Tetyana Hrynenko, 58, stood on the street, covering her mouth with her hands and looking up her ruined apartment next to the flattened building.
“The most important thing is that we are alive,” said Ms. Hrynenko, adding that she had heard two explosions, saw clouds of dust and smelled burning. She added: “I heard screams — ‘Help!’ — People were shouting and asking for help. I looked out into the stairwell, and there were no stairs. And I live on the fifth floor.”
Residents managed to clear the stairwell of rubble, allowing Ms. Hrynenko and others to make it outside.
Ukrainian officials have said that Russia has only intensified attacks against civilians since the start of U.S.-led peace negotiations.
Andriy Yermak, the Ukrainian president’s chief of staff, posted a video on social media showing emergency workers outside a destroyed building on Thursday. “Once again, Russia strikes civilians,” he said.
Other Ukrainian officials urged Western partners to replenish Kyiv’s air defenses. Ihor Klymenko, the minister of internal affairs, said that Ukraine lacked the air defense forces to shoot down a large number of missiles and drones.
In March, Mr. Trump had pledged to work with Mr. Zelensky to find U.S.-made Patriot air defense systems. But when Mr. Zelensky said this month that he wanted to buy Patriots from the United States, Mr. Trump suggested that Ukraine had “started the war” and said the Ukrainian president was “always looking to purchase missiles.”
Thursday’s attack on Kyiv was one of the deadliest of the war and the worst in the capital since July, when Russian missiles destroyed a children’s hospital in Kyiv and killed more than 20 people throughout the city.
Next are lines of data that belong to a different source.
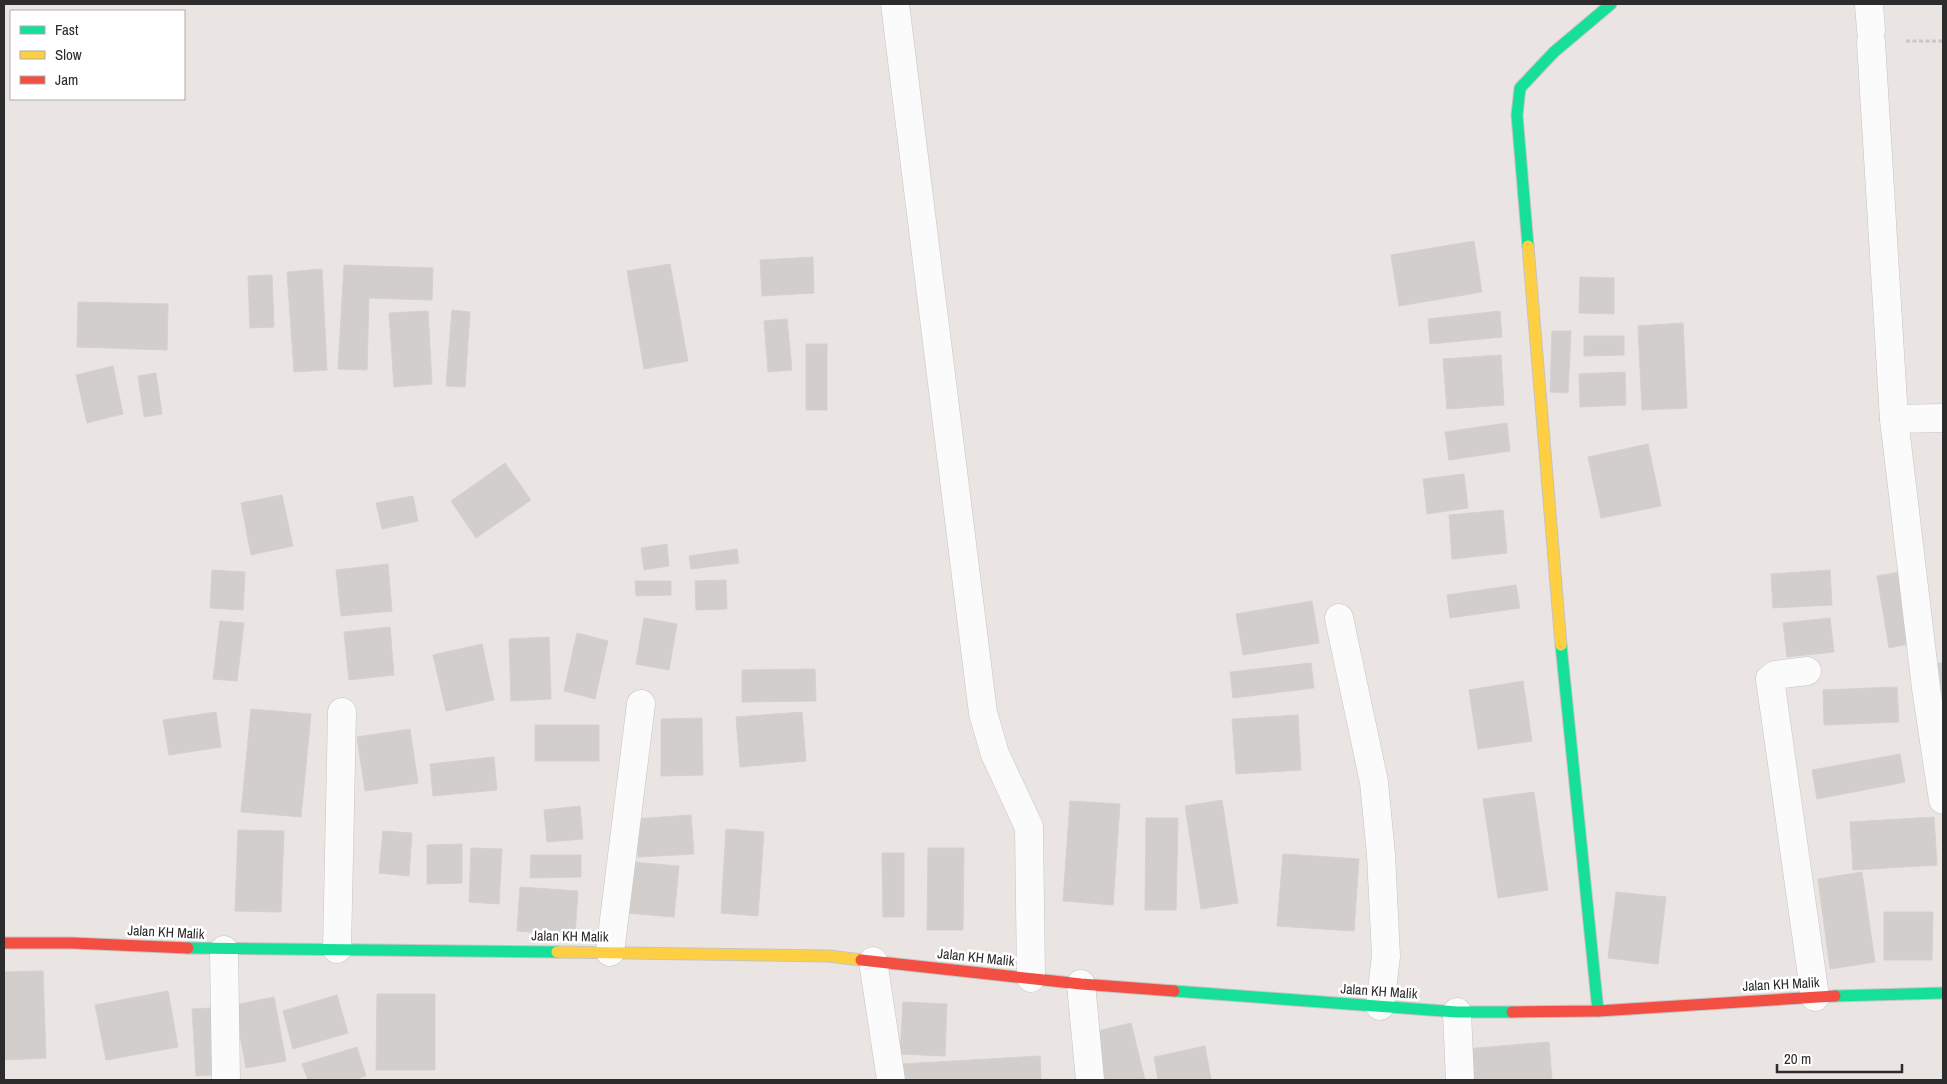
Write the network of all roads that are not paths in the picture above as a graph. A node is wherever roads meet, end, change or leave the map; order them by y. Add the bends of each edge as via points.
1 (895, 4) edge
2 (1611, 4) edge
3 (1870, 25) edge
4 (1943, 418) edge
5 (1894, 419) junction
6 (1339, 618) dead end
7 (1807, 671) dead end
8 (641, 704) dead end
9 (342, 712) dead end
10 (1943, 800) edge
11 (4, 943) edge
12 (337, 949) junction
13 (224, 950) junction
14 (610, 952) junction
15 (873, 962) junction
16 (1031, 978) junction
17 (1081, 984) junction
18 (1943, 993) edge
19 (1815, 997) junction
20 (1380, 1006) junction
21 (1598, 1011) junction
22 (1457, 1012) junction
23 (226, 1080) edge
24 (891, 1080) edge
25 (1090, 1080) edge
26 (1460, 1080) edge

1 - 16 street via 983,713 995,754 1029,827
2 - 21 street via 1554,52 1520,88 1517,115 1567,713
3 - 5 street
4 - 5 street
5 - 10 street via 1926,688
6 - 20 street via 1374,782 1386,956
7 - 19 street via 1772,676 1770,679
8 - 14 street
9 - 12 street
11 - 13 street, Jalan KH Malik
12 - 13 street, Jalan KH Malik
12 - 14 street, Jalan KH Malik
13 - 23 street
14 - 15 street, Jalan KH Malik via 829,956
15 - 16 street, Jalan KH Malik
15 - 24 street
16 - 17 street, Jalan KH Malik
17 - 20 street, Jalan KH Malik
17 - 25 street
18 - 19 street, Jalan KH Malik
19 - 21 street, Jalan KH Malik
20 - 22 street, Jalan KH Malik
21 - 22 street, Jalan KH Malik
22 - 26 street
Recent deadly missile strikes have also targeted the cities of Sumy and Kryvyi Rih, inflicting large numbers of civilian casualties.
The authorities originally said that nine people had been killed in Kyiv on Thursday, but later lowered the number of confirmed fatalities to eight.
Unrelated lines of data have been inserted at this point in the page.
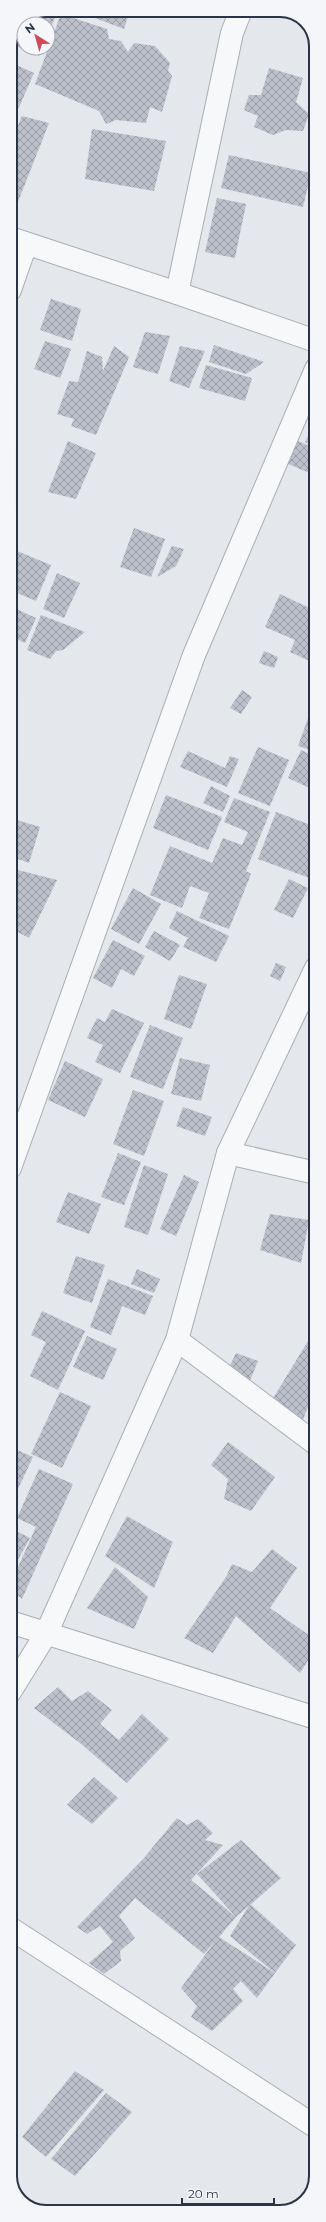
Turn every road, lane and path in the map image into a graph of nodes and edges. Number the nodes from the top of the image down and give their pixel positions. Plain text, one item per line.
1 (238, 17) edge
2 (18, 241) edge
3 (177, 293) junction
4 (309, 339) edge
5 (309, 385) edge
6 (309, 983) edge
7 (17, 1148) edge
8 (228, 1153) junction
9 (309, 1170) edge
10 (177, 1340) junction
11 (309, 1439) edge
12 (17, 1624) edge
13 (46, 1634) junction
14 (17, 1681) edge
15 (309, 1716) edge
16 (17, 1933) edge
17 (309, 2122) edge

1 - 3 street
2 - 3 street
3 - 4 street
5 - 7 street
6 - 8 street
8 - 9 street
8 - 10 street
10 - 11 street
10 - 13 street
12 - 13 street
13 - 14 street
13 - 15 street
16 - 17 street

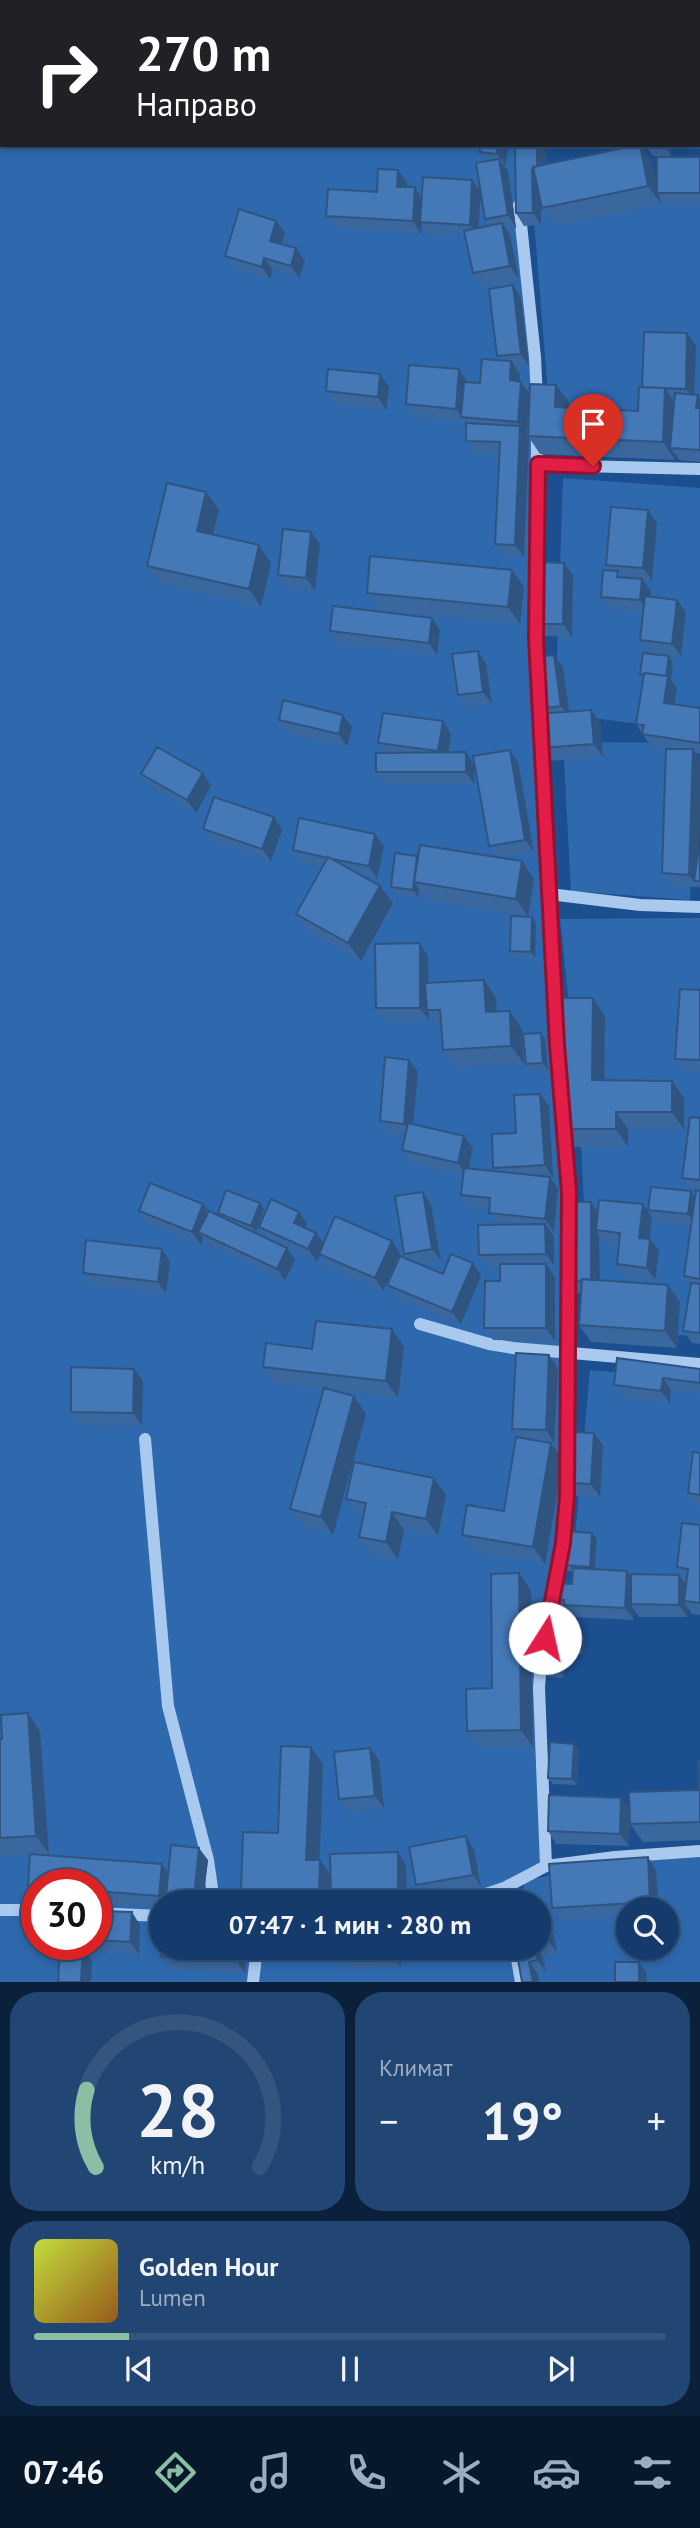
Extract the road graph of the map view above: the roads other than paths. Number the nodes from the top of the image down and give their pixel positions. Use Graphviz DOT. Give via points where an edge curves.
graph roads {
  1 [pos="518,187"];
  2 [pos="538,464"];
  3 [pos="700,469"];
  4 [pos="550,894"];
  5 [pos="700,907"];
  6 [pos="558,1058"];
  7 [pos="562,1112"];
  8 [pos="420,1324"];
  9 [pos="569,1353"];
  10 [pos="700,1364"];
  11 [pos="145,1439"];
  12 [pos="549,1614"];
  13 [pos="545,1638"];
  14 [pos="700,1851"];
  15 [pos="546,1866"];
  16 [pos="504,1888"];
  17 [pos="212,1890"];
  18 [pos="498,1890"];
  19 [pos="0,1910"];
  20 [pos="21,1910"];
  21 [pos="112,1914"];
  22 [pos="149,1915"];
  23 [pos="256,1960"];
  24 [pos="517,1960"];
  25 [pos="253,1982"];
  26 [pos="521,1982"];
  1 -- 2 [label="street" via="535,357"];
  2 -- 3 [label="street"];
  2 -- 4 [label="street" via="536,638"];
  4 -- 5 [label="street"];
  4 -- 6 [label="street"];
  7 -- 9 [label="street" via="569,1192"];
  8 -- 9 [label="street" via="489,1344"];
  9 -- 10 [label="street"];
  9 -- 12 [label="street" via="565,1529"];
  11 -- 17 [label="street" via="168,1706"];
  13 -- 15 [label="street" via="539,1687"];
  14 -- 15 [label="street"];
  15 -- 16 [label="street"];
  16 -- 18 [label="street"];
  19 -- 20 [label="street"];
  21 -- 22 [label="street"];
  23 -- 25 [label="street"];
  24 -- 26 [label="street"];
}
As search and rescue efforts continued hours after the attack on Thursday morning, those affected by the strike said that they want the war to end but could not see accepting a one-sided deal that would benefit Russia.
“Yesterday we were very disappointed that the negotiations hadn’t moved forward, and then overnight, it hit me directly,” said Ms. Hrynenko as she surveyed her damaged apartment. “I am disappointed. Exhausted.”
Mr. Plakhotnikov said he did not know of a way out for Ukraine.
“There’s no point in continuing the war,” he said, “but it’s also impossible to stop.”
Andrew E. Kramer contributed reporting from Kharkiv, Ukraine, and Oleksandra Mykolyshyn from Kyiv.